I give Lucas a little space, then follow him outside. I find him running around the playground. I ask Lucas if he would like to do some construction. Interested by this new word he says “what’s a construction”? Now following me, we are inside looking at the jobs board. On the board is a picture of a real life building that is under construction. Our conversation goes on, “construction is a big building” etc. After my first request for Lucas to do the job, he tells me that it is too loud in the class and he can’t do the construction. I ask if he wants to build his outside, Lucas yells “yes”! We head to the shed to choose our blocks, Lucas only chooses the red ones. We talk about different buildings around town, and his house, and how many colours they have. If I were to simply start giving him different coloured blocks, there’s a good chance they would start getting thrown across the yard. By relating the concept of different coloured blocks to Lucas in a concrete way, he himself decides that they would be a good idea. So now we have all the blocks out but Lucas refuses to build; he says “Mr. Corrie, I don’t know how”.
Knowing Lucas like I do, I know he is trying to get me to build the project for him. On other occasions there has been a genuine lack of skill present; but not this one. The problem is, there was no planning stage. Often with kids like Lucas (and all kids for that matter) might refuse a task because they lack the understanding or they lack the language. For example in this case, Lucas told me he didn’t know how to build. Now he might have meant “I don’t know what to build”. This was probably due to the vagueness of the job. So I initiate a conversation about a simple construction; in this case a tower. Lucas is an avid tower builder. We talk about how tall a tower we can make. Lucas heads off to build his tower. He discovers that while building the base of his tower, he has already built a wall. When he realised this, he became increasingly excited proclaiming “look Mr. Corrie, it’s a wall”! The rest of his efforts are sunk into building this massive wall. It gets so big it actually sections off half of the playground. All this time I am simply observing and taking notes, Lucas does not ask me for help once. This is a massive feat for him. By morning tea, Lucas has independently built a wall approximately 3 feet high by 20 feet long. We take photos of him with his construction and he tells me all about it using beautiful expressive language. Lucas is very proud of himself. I am also proud of him.

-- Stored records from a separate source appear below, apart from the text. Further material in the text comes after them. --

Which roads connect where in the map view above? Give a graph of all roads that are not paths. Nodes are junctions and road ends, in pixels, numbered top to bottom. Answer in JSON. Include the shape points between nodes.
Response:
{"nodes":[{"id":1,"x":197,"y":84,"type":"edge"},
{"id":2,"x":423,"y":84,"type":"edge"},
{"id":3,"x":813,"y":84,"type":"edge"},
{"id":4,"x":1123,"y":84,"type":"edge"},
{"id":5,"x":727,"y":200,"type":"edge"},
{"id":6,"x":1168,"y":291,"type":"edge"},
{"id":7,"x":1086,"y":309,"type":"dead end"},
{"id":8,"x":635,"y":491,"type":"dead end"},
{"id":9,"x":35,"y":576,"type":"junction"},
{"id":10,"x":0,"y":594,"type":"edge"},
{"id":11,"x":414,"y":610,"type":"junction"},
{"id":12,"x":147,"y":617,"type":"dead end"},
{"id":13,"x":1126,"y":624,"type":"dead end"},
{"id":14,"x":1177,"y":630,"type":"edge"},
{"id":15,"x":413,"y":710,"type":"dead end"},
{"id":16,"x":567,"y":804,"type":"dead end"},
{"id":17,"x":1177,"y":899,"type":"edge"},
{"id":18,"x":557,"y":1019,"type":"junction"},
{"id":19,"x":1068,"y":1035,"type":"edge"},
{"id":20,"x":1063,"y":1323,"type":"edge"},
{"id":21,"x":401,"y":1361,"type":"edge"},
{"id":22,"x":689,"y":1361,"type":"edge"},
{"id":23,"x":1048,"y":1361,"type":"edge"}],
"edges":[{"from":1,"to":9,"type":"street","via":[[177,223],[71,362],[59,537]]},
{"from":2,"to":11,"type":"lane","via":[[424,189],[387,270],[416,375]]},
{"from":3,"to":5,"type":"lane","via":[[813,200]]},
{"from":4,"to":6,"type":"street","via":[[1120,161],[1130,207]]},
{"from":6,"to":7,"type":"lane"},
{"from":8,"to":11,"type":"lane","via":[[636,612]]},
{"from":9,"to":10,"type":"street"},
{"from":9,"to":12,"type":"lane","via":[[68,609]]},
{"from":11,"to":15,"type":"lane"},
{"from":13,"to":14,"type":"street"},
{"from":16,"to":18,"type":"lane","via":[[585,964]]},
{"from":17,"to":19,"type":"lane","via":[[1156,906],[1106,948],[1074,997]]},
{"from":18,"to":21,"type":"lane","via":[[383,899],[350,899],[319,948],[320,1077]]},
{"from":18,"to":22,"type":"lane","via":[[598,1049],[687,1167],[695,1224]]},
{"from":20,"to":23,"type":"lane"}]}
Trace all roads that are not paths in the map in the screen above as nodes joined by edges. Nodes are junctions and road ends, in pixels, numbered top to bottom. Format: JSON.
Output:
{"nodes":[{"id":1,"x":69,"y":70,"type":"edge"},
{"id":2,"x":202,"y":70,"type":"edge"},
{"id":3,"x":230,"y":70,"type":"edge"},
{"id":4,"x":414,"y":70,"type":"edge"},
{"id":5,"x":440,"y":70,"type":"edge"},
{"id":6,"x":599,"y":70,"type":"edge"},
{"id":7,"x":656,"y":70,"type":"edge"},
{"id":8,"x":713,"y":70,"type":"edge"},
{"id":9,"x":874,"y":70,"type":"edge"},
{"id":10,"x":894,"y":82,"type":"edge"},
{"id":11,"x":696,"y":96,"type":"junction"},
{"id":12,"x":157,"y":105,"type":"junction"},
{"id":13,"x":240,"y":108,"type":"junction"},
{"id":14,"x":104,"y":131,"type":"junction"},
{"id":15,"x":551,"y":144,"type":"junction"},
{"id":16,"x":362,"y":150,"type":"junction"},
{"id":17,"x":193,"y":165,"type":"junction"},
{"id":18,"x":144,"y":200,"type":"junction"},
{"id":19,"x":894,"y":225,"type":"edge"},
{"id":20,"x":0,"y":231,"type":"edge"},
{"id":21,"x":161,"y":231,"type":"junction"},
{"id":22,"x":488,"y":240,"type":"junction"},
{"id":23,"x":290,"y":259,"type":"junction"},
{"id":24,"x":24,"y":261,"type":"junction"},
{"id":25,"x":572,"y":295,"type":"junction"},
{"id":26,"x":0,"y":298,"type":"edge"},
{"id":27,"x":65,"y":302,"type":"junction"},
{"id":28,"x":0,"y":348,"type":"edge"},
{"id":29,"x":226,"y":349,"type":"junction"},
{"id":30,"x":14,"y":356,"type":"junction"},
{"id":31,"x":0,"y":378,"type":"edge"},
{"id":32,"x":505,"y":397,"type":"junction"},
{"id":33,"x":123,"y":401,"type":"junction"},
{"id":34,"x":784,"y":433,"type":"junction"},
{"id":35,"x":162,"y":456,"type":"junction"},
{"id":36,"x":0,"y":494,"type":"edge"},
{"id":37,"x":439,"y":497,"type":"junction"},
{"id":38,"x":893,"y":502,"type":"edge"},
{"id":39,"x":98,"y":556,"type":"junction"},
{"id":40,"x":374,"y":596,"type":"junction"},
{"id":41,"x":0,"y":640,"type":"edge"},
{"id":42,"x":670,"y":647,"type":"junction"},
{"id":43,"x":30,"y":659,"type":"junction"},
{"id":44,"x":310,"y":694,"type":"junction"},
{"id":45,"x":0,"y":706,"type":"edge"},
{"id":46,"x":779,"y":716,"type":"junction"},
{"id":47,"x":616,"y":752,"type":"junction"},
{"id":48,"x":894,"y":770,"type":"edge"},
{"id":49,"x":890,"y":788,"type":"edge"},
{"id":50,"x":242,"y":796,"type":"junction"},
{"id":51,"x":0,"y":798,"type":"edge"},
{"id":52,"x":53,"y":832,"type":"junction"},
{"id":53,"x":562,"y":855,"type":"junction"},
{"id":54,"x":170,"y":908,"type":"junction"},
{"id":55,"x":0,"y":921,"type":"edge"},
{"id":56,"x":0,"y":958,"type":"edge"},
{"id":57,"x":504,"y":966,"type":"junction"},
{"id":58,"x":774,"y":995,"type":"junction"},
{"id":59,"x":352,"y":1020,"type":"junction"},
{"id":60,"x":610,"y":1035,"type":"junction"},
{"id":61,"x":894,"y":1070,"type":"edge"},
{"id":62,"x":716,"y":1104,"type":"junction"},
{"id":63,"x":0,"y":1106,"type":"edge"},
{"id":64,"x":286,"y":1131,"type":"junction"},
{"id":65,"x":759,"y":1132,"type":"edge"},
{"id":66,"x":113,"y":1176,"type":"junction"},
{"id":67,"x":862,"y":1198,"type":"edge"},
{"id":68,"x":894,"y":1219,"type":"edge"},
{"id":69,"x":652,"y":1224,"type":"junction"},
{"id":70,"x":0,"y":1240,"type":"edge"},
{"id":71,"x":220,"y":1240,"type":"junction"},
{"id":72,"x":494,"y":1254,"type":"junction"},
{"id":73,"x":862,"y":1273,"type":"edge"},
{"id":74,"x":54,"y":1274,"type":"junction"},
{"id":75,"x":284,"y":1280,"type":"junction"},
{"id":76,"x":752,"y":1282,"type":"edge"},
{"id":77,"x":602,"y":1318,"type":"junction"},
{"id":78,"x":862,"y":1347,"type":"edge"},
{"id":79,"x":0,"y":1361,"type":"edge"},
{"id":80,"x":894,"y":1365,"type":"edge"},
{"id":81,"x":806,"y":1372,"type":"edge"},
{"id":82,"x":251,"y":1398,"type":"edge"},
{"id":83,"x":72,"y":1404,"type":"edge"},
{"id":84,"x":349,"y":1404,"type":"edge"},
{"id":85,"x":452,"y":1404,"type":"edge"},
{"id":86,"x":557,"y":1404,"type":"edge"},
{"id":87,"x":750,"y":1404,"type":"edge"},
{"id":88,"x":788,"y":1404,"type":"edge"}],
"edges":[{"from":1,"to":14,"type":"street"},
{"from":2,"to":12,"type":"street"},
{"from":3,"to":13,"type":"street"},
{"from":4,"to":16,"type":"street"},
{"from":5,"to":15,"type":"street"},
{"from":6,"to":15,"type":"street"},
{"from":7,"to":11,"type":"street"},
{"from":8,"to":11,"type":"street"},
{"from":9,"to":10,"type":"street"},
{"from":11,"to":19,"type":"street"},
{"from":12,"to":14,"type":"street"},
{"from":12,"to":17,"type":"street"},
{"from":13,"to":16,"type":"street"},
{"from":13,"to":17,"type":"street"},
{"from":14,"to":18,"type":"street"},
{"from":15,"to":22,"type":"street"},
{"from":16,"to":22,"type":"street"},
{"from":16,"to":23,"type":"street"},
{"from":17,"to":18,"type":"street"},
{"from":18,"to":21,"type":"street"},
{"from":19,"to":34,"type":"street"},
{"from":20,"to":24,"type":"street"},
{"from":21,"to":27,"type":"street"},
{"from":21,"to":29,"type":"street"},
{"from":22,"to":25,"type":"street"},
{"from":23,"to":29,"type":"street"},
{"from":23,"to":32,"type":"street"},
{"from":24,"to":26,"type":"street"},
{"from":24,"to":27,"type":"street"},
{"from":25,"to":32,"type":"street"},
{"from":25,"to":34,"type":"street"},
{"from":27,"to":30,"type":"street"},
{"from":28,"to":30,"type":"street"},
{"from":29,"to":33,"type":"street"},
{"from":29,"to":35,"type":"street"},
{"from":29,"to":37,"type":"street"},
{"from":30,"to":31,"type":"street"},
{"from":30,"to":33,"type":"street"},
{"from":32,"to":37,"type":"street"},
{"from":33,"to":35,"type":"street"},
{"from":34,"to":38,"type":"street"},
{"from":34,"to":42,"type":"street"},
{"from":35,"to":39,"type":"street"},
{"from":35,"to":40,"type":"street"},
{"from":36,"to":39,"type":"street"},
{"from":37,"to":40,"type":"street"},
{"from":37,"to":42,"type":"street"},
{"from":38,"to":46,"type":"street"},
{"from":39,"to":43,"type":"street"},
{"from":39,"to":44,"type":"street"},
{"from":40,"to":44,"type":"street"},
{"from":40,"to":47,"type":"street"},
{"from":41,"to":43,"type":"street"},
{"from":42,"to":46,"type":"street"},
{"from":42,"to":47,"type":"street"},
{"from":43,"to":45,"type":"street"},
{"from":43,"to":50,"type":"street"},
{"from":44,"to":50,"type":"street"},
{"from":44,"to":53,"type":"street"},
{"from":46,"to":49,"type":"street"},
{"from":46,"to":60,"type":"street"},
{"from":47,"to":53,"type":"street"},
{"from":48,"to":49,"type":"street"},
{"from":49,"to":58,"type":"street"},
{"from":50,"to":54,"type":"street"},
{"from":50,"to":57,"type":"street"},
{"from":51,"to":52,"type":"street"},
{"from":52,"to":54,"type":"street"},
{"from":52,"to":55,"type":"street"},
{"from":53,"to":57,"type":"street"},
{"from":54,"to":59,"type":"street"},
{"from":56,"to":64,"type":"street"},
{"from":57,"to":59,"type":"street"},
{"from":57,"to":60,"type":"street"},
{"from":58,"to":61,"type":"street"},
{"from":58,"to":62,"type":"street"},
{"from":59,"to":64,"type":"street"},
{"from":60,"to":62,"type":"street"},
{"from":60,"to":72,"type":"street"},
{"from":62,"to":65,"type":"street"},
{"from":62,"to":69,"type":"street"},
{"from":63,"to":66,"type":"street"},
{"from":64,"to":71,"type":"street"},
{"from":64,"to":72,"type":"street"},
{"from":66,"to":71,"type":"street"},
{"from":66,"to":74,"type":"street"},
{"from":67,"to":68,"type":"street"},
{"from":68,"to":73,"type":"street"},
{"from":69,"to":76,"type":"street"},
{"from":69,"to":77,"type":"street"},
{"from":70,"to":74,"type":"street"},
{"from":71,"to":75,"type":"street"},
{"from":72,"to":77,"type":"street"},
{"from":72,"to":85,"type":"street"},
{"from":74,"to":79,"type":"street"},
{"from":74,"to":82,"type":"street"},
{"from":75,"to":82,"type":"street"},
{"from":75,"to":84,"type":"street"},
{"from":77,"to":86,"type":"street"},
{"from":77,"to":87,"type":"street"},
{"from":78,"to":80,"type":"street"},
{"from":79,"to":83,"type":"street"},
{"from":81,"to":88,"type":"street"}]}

The next part was the coolest thing ever. Not only has Lucas undergone and completed this massive physical task, but now his peers have noticed. Commenting “cool wall Lucas” and such. His friends start asking to come into his wall area and play. Lucas says “yes”! Now Lucas and about five peers build a door to let people in and out of the sectioned off area of playground. This area they are now referring to as their clubhouse. This construction job has just evolved into a shared role play that lasts the majority of the morning. They play moms and dads, dogs, etc. More positive social interaction takes place in this morning than the entirety of the term. The wall changes and evolves with the play, and Lucas does not mind. He is listening to his peers ideas, only getting frustrated a handful of times. Up until this point Lucas has only been truly comfortable with parallel play, and role playing on his terms. This was such a positive step for his confidence and how he is perceived amongst his peers.
A scenario where it would have been so easy to get frustrated at Lucas for running off turned into a great opportunity for social growth, fine/gross motor practice, and fluid reasoning. Technically the building job on the board that morning was meant for the inside blocks. If I would have pushed this I would have been fighting Lucas’ sensory processing the whole time. Modifying the task to suit the child, not modifying the child to suit the task is what brought about this chain of positive events. Lucas and I were very lucky to be in such a flexible school with a truly understanding classroom teacher. Furthermore this was a great example of how within the Reggio Emilia design you are never truly committed to one learning outcome. With a growth mindset focused on organic play and self-directed learning, more experiences like this are bound to happen for every student.